## PROBLEM
Once you have checked each line below, report only the number of lines that contain the word "than".

## DATASET ENTRIES
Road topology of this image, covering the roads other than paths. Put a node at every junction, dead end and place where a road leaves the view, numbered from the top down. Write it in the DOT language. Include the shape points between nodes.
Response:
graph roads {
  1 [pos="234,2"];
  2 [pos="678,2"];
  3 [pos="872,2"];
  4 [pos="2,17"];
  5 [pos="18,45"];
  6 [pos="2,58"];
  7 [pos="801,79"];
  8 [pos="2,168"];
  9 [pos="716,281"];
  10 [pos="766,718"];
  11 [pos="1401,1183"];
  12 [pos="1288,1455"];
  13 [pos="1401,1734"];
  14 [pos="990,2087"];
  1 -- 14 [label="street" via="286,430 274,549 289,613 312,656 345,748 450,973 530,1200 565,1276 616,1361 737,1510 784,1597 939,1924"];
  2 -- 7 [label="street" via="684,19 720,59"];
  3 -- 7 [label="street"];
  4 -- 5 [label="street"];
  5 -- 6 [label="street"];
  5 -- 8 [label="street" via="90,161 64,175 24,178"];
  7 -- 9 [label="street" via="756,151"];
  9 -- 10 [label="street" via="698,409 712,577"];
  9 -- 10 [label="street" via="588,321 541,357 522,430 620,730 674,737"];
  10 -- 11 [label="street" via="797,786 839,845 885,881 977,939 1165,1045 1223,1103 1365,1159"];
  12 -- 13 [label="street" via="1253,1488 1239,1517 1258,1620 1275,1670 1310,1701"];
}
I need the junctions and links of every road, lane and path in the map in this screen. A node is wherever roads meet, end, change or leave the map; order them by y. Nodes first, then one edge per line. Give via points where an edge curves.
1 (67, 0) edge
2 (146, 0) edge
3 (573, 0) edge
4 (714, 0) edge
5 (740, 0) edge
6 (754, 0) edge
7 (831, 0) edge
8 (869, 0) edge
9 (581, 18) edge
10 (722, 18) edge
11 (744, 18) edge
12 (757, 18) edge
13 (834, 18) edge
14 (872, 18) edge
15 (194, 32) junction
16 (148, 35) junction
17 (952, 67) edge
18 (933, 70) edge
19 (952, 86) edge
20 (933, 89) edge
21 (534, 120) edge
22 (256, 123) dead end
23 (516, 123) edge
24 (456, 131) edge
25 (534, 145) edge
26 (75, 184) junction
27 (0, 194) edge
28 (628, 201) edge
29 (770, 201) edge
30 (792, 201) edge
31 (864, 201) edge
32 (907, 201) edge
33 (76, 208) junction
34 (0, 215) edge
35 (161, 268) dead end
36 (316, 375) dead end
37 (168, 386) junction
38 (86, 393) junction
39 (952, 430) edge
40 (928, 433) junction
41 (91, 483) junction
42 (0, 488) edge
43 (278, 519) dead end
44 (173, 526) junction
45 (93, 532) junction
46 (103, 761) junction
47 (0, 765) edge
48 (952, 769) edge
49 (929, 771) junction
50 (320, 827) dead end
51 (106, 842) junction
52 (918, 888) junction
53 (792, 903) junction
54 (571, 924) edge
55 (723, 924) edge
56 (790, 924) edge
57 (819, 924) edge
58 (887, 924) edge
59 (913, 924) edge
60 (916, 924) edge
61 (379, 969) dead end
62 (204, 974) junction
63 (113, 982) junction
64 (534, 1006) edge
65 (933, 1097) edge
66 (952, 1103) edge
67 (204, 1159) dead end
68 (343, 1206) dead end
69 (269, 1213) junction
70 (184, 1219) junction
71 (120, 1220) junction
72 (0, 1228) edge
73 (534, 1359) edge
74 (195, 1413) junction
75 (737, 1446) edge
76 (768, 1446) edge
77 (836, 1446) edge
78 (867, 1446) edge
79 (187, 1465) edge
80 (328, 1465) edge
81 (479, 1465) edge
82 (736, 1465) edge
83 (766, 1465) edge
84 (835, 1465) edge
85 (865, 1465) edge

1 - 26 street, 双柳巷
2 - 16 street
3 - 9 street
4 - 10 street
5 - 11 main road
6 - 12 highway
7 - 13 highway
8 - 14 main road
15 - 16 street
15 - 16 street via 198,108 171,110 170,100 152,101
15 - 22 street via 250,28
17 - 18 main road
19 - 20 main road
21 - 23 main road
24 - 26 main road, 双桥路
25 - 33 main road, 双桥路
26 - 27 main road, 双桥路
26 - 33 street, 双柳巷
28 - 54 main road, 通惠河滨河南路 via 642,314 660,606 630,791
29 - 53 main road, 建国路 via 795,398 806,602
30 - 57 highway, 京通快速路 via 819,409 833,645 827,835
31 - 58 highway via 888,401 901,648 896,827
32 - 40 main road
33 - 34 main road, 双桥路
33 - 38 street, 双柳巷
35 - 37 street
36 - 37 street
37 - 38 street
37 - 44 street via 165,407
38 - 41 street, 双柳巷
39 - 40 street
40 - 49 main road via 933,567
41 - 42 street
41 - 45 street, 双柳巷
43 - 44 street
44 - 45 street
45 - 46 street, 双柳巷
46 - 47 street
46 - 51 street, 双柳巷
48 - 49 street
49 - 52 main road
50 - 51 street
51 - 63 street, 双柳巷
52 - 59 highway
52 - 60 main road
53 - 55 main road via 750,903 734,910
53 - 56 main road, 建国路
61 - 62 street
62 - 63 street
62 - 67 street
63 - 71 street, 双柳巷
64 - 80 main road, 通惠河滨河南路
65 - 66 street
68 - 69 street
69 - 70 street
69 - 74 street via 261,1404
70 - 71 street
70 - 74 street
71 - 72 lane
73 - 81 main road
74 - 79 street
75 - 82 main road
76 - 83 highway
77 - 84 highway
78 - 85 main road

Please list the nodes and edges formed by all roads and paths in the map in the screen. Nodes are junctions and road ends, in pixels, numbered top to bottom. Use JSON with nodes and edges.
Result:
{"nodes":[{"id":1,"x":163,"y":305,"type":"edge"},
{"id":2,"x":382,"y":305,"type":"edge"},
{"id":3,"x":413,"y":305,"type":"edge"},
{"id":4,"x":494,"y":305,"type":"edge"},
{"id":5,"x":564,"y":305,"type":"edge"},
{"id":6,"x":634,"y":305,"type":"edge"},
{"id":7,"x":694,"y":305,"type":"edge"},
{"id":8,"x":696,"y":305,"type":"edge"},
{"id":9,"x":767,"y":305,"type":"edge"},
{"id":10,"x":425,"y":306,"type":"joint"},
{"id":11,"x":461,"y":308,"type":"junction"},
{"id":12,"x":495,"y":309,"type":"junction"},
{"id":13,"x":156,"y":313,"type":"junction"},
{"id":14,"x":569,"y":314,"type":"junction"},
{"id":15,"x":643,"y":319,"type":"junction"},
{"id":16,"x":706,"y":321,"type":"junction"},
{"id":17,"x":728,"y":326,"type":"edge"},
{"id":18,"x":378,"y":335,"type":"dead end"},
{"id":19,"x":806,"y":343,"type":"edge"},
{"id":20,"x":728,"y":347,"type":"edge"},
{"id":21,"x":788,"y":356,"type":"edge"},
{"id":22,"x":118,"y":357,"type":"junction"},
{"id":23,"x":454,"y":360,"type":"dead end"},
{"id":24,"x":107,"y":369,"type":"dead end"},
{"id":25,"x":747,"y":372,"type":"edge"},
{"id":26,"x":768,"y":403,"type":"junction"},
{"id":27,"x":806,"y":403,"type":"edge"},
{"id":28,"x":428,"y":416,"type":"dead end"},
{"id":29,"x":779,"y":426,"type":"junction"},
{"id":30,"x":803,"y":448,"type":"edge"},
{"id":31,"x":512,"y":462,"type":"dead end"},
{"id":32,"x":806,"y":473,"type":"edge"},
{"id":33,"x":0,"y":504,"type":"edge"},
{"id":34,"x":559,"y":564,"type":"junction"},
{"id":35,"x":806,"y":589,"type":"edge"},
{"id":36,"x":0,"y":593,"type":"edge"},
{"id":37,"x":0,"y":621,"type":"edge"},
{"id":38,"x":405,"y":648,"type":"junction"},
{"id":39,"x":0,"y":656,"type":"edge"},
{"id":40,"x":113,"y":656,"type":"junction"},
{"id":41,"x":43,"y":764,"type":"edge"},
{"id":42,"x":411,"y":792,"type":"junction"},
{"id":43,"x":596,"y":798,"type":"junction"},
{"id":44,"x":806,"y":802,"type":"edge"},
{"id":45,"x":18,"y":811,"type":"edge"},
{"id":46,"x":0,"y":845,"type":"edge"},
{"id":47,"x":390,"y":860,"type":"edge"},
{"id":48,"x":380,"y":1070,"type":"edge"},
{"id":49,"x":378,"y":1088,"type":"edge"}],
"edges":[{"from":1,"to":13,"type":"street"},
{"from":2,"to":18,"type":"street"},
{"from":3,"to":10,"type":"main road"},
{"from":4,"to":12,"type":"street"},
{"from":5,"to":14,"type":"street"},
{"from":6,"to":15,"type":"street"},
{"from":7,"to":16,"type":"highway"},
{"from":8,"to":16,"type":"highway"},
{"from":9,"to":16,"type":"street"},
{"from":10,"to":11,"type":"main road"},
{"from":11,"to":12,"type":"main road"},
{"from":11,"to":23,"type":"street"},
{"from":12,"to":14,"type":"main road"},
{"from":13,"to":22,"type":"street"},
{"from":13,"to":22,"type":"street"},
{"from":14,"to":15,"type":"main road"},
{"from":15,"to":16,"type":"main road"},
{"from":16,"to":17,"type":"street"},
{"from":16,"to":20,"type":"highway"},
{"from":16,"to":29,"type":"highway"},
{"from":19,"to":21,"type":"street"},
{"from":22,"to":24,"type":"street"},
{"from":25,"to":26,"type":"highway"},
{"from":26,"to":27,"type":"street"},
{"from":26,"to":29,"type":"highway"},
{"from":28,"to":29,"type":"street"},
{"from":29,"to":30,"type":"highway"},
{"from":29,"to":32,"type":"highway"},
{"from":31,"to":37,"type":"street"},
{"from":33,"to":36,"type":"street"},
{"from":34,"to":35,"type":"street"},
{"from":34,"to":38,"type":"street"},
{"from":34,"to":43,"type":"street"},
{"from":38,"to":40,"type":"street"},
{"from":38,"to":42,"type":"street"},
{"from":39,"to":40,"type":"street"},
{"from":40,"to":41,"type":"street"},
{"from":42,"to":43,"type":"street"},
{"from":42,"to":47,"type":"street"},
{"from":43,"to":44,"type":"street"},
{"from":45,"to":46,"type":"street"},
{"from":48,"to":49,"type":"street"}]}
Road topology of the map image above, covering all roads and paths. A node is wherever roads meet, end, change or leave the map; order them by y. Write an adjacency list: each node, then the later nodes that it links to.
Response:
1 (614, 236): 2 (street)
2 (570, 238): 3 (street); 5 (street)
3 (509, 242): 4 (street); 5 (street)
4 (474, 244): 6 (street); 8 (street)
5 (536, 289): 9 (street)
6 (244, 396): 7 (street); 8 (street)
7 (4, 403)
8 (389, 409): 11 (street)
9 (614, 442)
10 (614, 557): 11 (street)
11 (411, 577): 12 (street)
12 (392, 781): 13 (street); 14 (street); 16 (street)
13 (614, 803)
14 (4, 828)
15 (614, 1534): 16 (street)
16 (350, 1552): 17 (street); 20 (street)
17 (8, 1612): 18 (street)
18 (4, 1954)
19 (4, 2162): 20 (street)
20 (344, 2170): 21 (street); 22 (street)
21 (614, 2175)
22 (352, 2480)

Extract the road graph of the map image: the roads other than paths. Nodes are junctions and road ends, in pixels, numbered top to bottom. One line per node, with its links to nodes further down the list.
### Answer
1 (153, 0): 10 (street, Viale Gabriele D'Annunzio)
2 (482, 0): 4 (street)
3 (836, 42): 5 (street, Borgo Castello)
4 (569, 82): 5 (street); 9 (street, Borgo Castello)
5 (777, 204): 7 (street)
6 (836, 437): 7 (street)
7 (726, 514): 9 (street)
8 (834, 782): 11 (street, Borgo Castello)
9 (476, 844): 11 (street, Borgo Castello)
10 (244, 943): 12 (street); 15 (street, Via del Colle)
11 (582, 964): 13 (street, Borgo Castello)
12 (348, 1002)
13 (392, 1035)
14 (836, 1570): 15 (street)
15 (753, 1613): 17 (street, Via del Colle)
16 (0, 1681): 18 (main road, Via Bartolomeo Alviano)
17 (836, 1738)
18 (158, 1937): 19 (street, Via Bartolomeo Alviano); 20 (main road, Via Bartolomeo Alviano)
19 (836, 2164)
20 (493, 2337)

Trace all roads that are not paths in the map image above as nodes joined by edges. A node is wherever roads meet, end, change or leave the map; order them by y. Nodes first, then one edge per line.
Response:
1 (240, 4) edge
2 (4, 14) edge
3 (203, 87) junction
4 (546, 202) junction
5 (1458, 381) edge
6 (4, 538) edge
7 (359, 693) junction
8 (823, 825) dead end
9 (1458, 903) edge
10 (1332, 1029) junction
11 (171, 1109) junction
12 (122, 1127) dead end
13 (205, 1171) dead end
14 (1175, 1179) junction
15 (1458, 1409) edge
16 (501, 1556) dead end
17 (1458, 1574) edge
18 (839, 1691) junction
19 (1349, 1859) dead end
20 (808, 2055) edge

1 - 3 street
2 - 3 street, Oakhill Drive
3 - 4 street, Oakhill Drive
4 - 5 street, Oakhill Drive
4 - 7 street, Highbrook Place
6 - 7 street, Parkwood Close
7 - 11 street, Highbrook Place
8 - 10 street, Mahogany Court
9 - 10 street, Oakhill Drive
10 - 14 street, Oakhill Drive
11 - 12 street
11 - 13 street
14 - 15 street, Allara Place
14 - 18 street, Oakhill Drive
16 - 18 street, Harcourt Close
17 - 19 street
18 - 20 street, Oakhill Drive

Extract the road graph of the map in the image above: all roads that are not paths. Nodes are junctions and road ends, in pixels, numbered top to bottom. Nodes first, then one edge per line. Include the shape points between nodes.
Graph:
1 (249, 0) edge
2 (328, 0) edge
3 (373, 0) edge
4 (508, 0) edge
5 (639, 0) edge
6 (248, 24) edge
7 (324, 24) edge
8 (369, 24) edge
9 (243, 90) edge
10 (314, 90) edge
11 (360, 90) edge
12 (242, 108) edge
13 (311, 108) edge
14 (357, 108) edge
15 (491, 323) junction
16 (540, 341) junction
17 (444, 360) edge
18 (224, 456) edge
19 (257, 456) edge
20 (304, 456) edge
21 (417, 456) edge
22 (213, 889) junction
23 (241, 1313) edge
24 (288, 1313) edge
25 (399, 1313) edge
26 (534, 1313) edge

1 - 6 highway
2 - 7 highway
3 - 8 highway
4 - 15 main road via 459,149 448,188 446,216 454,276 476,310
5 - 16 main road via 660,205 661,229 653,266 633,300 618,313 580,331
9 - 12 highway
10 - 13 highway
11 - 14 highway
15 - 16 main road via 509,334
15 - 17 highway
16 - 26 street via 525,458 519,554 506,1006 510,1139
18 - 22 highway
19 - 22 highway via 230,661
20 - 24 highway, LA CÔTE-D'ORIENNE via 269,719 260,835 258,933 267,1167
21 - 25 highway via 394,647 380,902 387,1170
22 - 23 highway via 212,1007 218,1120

## RESPONSE
2